Have you ever thought about how Google might use all that clickstream data it has? For some reason, this question popped into my head on the flight home from SES San Jose last week.
Background: What Click-thru data?
If you have a Google account, and if you have the Google toolbar installed (or if you’ve manually enabled the Web History tracking in your Google account), Google will keep track of every search you perform and every click you make in the SERPs. It’s kinda like this:
If you right-click, choose “Copy Link Location”, and see a really long, ugly URL like the second one above, Google is tracking what you’re doing. They know the URL you clicked, the position it was in on the SERPs, and who-knows-what-else. (I blurred some of the above image in case my personal ID or something is in there.) 🙂
Back to the Question
As I said, I just started thinking about this on the plane. What could Google possibly do with all this click-thru data, other than store it in my personal web history for my own convenience? It was a short flight, so I only came up with two possibilities:
1.) Use it to influence rankings.
Clicks can be gamed. A programmer can build a spider that runs a bunch of searches and then clicks on certain listings. That makes the value of click-thru data questionable.
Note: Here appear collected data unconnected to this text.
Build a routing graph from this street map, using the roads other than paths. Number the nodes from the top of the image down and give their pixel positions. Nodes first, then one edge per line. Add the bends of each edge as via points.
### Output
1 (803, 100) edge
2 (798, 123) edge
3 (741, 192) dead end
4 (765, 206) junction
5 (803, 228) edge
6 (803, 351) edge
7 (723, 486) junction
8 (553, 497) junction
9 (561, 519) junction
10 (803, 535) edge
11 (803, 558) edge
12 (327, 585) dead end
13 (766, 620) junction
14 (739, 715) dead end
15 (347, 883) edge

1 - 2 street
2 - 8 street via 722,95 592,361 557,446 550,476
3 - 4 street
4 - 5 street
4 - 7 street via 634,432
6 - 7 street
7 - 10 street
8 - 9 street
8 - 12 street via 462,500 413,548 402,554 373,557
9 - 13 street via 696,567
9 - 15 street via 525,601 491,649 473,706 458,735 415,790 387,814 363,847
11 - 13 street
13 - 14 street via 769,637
So, whenever this subject comes up at search conferences, Google reps (and reps from other engines) always say they’re very hesitant to put too much faith in clicks as a factor in the rankings algorithm.
On the other hand, isn’t it reasonable to assume that some amount of click analysis is included in the algorithm? And isn’t it also reasonable to assume Google is able to filter out some of the automated clicks on the organic side? (They do that on the PPC side to fight click-fraud, don’t they?)
2.) Use it to influence/determine crawl and indexing depth.
There are several factors that determine how deeply a site will be crawled. Aside from crawlability, I’m talking about things like quantity and quality of incoming links. These are what influence PageRank, and PageRank is a strong indicator of how deeply and often pages/sites will be crawled.
At the same time, couldn’t click-thru data be used to influence the depth a site will be crawled, and the amount of pages that will be indexed? Think of it this way: If you have 100 pages on your site, and all 100 are in the index, but only 75 generate clicks on a regular basis, isn’t it reasonable to assume Google would drop the 25 pages that no one ever clicks on? (Let’s assume these pages also don’t have many inbound links or other signs of trust/authority/quality.)
My gut tells me click-thru data has a very slight influence on rankings and indexing depth. But I’d love to hear your thoughts: Agree or disagree with me? How else might all that click-thru data be used?
Comments are open, so fire away.